The launch of Kaching for Facebook (Australia’s first social media banking application), Smartsign and MyWealth do give some weight to the bank’s self-appointed title as chief innovator, and certainly put into action its much-discussed technological dreams.

But while these innovations might give Commonwealth bragging rights, customers are unlikely to be impressed. Which poses a real issue, given this almighty crusade was ordered in their name.

It is unlikely they will welcome the increased presence of financial institutions on their social media platforms. After all, no bank raises the credit card limit of the guy whose Facebook profile picture is a mugshot.

The Googles and the Apples of the world have an inbuilt advantage in that they peddle products capable of delivering both joy and cultural capital. Not to mention they have tax minimisation strategies any chief executive would envy.

Narev can target customers until his heart’s content, but he can’t change the fact that few people are seeking the companionship of their financial institution.

One-line wonders

“With the unseasonably warm weather continuing, the headwind in the number of deaths has continued into July and August and we are tightly managing our costs to support our second-half results.” – Invocare chief executive Andrew Smith lamenting those pesky senior citizens who beat analyst expectations and just keep on living.

“Tony Abbott is the Edward Scissorhands of Australian politics.” – Bill Shorten showing his pop culture references are as fickle as his loyalty to leaders.

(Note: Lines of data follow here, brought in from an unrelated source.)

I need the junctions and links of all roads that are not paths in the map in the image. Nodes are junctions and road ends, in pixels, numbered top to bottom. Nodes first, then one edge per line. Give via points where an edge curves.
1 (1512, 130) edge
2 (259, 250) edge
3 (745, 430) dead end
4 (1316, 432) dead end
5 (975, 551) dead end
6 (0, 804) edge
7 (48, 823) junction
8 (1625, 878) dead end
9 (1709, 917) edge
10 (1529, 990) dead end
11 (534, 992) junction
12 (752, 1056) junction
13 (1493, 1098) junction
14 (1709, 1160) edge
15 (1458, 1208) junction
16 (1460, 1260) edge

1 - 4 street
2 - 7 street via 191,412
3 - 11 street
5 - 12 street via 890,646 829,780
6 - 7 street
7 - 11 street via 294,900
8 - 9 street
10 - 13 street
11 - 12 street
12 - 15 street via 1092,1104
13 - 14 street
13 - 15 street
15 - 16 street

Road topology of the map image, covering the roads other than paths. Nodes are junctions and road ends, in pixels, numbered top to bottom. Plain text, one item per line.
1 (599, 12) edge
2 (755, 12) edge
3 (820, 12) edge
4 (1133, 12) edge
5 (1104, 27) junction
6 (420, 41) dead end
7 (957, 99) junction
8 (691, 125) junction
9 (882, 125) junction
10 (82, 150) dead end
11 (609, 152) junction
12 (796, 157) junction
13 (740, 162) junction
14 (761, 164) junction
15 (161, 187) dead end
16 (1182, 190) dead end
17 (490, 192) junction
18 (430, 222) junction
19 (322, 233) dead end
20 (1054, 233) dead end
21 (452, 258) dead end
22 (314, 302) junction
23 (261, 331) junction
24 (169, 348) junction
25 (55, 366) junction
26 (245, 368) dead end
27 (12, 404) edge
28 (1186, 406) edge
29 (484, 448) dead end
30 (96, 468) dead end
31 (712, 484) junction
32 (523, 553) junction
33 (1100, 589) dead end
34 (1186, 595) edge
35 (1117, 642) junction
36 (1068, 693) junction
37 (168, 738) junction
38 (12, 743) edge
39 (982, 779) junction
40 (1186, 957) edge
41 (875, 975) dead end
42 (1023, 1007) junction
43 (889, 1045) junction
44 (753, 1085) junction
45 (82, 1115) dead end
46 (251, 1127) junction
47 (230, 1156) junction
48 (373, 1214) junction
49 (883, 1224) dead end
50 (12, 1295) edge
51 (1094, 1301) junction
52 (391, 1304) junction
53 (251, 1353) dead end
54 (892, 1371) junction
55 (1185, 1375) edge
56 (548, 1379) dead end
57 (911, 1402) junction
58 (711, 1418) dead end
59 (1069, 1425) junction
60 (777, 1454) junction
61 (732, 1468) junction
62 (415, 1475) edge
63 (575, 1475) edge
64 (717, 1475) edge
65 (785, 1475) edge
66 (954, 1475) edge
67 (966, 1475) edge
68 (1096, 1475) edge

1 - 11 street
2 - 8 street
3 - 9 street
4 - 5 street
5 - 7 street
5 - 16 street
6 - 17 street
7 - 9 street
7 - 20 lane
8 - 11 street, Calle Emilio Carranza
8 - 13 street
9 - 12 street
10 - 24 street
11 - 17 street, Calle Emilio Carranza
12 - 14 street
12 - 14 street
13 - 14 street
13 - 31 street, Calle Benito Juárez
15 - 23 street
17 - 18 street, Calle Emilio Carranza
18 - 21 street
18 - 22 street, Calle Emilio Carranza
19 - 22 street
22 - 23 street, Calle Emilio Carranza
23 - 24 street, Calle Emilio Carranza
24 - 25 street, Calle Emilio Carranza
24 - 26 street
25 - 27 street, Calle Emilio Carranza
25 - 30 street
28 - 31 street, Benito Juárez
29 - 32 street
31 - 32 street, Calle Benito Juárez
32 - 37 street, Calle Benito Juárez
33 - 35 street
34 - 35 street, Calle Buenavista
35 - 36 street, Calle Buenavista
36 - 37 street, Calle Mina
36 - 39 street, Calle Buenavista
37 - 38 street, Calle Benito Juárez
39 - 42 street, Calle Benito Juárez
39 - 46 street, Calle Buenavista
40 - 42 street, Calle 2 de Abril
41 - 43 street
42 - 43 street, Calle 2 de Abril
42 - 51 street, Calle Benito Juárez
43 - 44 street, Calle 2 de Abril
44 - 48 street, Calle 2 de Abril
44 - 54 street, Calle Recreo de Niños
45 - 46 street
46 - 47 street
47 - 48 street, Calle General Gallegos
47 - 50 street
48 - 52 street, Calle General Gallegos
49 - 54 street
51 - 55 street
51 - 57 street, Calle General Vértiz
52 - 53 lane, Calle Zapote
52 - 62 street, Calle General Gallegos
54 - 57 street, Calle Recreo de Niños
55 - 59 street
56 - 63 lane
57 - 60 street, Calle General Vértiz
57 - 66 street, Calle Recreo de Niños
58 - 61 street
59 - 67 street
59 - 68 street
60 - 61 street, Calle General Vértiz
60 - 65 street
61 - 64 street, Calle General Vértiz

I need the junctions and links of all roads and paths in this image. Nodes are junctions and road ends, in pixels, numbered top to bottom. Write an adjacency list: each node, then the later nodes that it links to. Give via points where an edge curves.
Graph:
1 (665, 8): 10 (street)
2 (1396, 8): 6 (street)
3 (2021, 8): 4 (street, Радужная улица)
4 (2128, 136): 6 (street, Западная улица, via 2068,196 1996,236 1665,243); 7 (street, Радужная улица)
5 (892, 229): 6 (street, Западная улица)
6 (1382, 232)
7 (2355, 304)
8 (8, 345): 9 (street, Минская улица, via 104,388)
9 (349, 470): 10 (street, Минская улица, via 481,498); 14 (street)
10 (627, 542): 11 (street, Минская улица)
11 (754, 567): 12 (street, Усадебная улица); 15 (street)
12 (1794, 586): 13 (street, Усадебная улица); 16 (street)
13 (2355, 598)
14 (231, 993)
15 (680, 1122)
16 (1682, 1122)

“I accept that not all candidates are equally outstanding, I absolutely accept that and I can think of a couple of my own candidates who haven’t exactly covered themselves with glory so far in this campaign.”  – Opposition Leader Tony Abbott speaking in generic terms during the second debate. Not looking at anyone in particular (Jaymes Diaz). I won’t get into specific candidates, but: Jaymes Diaz. And on an unrelated note, what’s the go with Jaymes Diaz?

Tweet of the week

Graph for GASP: Franking my dear, Tony doesn’t give a damn

The last gasp

Of all the bizarre battles this election campaign has unearthed between the Coalition and Labor, the quest to be deemed the underdog is surely the oddest. There is narrative value in being David as opposed to Goliath, but the story itself seems vastly at odds with the message of stability both parties are trying to sell. After all, the biggest criticism of the hung parliament was how its volatility – both inherent and created – undermined business confidence.

Yet both Abbott and Rudd see fit to install themselves as either lacking the support of the people or the skills for the job – how else to describe the underdog in this setting? One can only hope that whichever underdog has his day, its bite is stronger than its bark.